The Pittsfield-based Berkshire Environmental Action Team, or BEAT, calls its new effort “Stop Non-Native Fish Stocking.”
“Fish are obviously part of the entire food chain. They are fed on by birds and other wildlife like mammals, they also contribute to the aquatic ecosystem. They're eating macro invertebrates, they're interacting with zooplankton, phytoplankton, all of these things," said Chelsey Simmons, BEAT’s stewardship director. “They're also a big part of just the Berkshire culture. People love fishing, there are a lot of anglers, and we have a lot of cold-water streams and tributaries here in Berkshire County.”
As the campaign’s name says plainly, BEAT is calling on the government of Massachusetts to end its routine of introducing fish from other ecosystems into the Bay State’s environment.

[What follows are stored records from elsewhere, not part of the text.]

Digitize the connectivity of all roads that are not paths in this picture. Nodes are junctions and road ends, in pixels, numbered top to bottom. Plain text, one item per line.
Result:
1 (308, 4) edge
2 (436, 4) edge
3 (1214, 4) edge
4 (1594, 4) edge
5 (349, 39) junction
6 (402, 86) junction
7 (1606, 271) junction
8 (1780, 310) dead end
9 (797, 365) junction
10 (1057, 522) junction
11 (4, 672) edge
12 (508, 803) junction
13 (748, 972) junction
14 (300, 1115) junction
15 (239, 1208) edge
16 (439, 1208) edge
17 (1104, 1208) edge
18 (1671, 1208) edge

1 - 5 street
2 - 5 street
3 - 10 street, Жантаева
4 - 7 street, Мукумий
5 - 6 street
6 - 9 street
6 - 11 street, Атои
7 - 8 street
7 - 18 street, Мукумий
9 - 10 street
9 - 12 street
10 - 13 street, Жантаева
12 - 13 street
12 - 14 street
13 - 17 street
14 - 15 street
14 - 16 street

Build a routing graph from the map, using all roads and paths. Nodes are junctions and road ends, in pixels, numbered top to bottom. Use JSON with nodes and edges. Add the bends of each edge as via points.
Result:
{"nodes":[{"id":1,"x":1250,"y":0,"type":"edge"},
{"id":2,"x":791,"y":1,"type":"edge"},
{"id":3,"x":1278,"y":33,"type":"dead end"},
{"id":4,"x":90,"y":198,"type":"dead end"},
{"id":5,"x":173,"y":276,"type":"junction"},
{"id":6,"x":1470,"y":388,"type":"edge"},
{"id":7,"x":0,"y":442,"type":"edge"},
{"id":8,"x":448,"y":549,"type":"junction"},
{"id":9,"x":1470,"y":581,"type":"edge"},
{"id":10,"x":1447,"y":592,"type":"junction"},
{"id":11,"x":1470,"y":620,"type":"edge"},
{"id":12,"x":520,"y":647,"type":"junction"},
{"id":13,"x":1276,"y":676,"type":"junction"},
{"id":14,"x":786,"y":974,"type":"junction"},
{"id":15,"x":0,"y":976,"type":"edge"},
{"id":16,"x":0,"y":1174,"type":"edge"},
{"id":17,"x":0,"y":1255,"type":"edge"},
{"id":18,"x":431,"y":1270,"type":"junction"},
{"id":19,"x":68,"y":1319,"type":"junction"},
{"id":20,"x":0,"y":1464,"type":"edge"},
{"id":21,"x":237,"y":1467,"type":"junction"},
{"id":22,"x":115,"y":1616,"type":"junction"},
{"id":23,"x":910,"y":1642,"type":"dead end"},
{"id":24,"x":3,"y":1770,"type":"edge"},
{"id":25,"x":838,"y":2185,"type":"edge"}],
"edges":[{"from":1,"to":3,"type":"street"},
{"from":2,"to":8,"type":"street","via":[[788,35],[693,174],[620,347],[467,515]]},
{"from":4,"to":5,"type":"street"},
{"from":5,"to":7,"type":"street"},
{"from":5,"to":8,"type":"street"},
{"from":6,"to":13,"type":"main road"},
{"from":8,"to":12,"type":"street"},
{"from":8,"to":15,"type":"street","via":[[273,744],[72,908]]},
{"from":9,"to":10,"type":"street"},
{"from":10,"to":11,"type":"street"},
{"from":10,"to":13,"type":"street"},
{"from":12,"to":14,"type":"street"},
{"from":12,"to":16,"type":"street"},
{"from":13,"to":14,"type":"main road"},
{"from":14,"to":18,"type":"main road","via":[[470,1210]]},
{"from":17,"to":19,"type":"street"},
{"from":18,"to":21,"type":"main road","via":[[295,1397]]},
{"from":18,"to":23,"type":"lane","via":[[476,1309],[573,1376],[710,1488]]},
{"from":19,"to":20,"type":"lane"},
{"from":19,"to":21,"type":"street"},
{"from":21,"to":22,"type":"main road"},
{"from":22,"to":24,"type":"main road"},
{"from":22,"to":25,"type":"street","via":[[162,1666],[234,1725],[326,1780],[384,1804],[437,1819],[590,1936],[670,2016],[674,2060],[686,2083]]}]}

“MassWildlife, who does the state's fish stocking, currently operates five fish hatcheries that collectively release around half a million trout per year into Massachusetts waters — rivers, lakes, streams, ponds — and nearly all of these fish are nonnative species bred solely to support recreational fishing, not to restore native ecosystems or native populations," explained Simmons, who equates the situation to factory farming. “Stocked fish are raised in hatcheries, which are these indoor facilities where fish eggs are gathered, bred, and raised in artificial conditions, and then fed pellets in a controlled environment before being released into natural waters. And it's important to note that hatcheries are notorious greenhouse gas polluters, and they also discharge significant waste into waterways.”
Those pellets are laden with antibiotics, and are made up of byproducts like blood meal and poultry meal and feather meal.
“The practice of fish stocking is often framed as harmless or even beneficial," Simmons continued. "Yet, decades of research across the United States and the entire world really show that introducing nonnative trout disrupts freshwater ecosystems and causes native species to decline, because stocked fish compete with native species for food and habitat, they alter aquatic food webs, and they increase stress on ecosystems that are already strained by a warming climate.”
The hatchery-bred fish are also delicate creatures, which Simmons says adds a wasteful and cruel shade to the stocking.
“The mortality rate of stocked fish is astronomical, and even MassWildlife itself has stated that most stocked fish die very shortly after they release them because they're just not equipped with being in these natural environments," she told WAMC. "They try to eat things like sticks and rocks because they're used to being fed these pellets, and there are some studies that point to the die offs being between 67% to over 90% of stocked fish just weeks to months after release.”
Simmons says MassWildlife hasn’t done the comprehensive statewide research needed to properly evaluate the ecological impacts of routine stocking.
“Right now, we're definitely losing our only native trout, the eastern brook trout," she said. "The populations have been in decline in its native range here in the eastern part of the US, have been in decline for decades, and MassWildlife routinely stocks brown trout, which is this aggressive, nonnative species that can honestly be kind of like invasive.”
In a statement to WAMC, MassWildlife defended its trout stocking approach as both popular and a key tool to expanding recreational fishing in the commonwealth, addressing food security, and supporting “nature-based economies.” The agency maintains it is “committed to the conservation of wild trout, focusing on habitat protection and conservation, improving water quality and quantity, and restoring connectivity.”
Simmons says the commonwealth needs to take off the rose-colored glasses.
“They're supposed to be leading us to these really ambitious biodiversity goals, goals that have never been set forth by another state in the country, and [the Massachusetts Department of] Fish and Game and MassWildlife should then be a beacon for conservation," she told WAMC. "They should be making decisions that are guided by transparent science. But in the case of routine, nonnative fish stocking, that's clearly not the case.”
BEAT has a webinar on their new campaign set for Tuesday, March 3.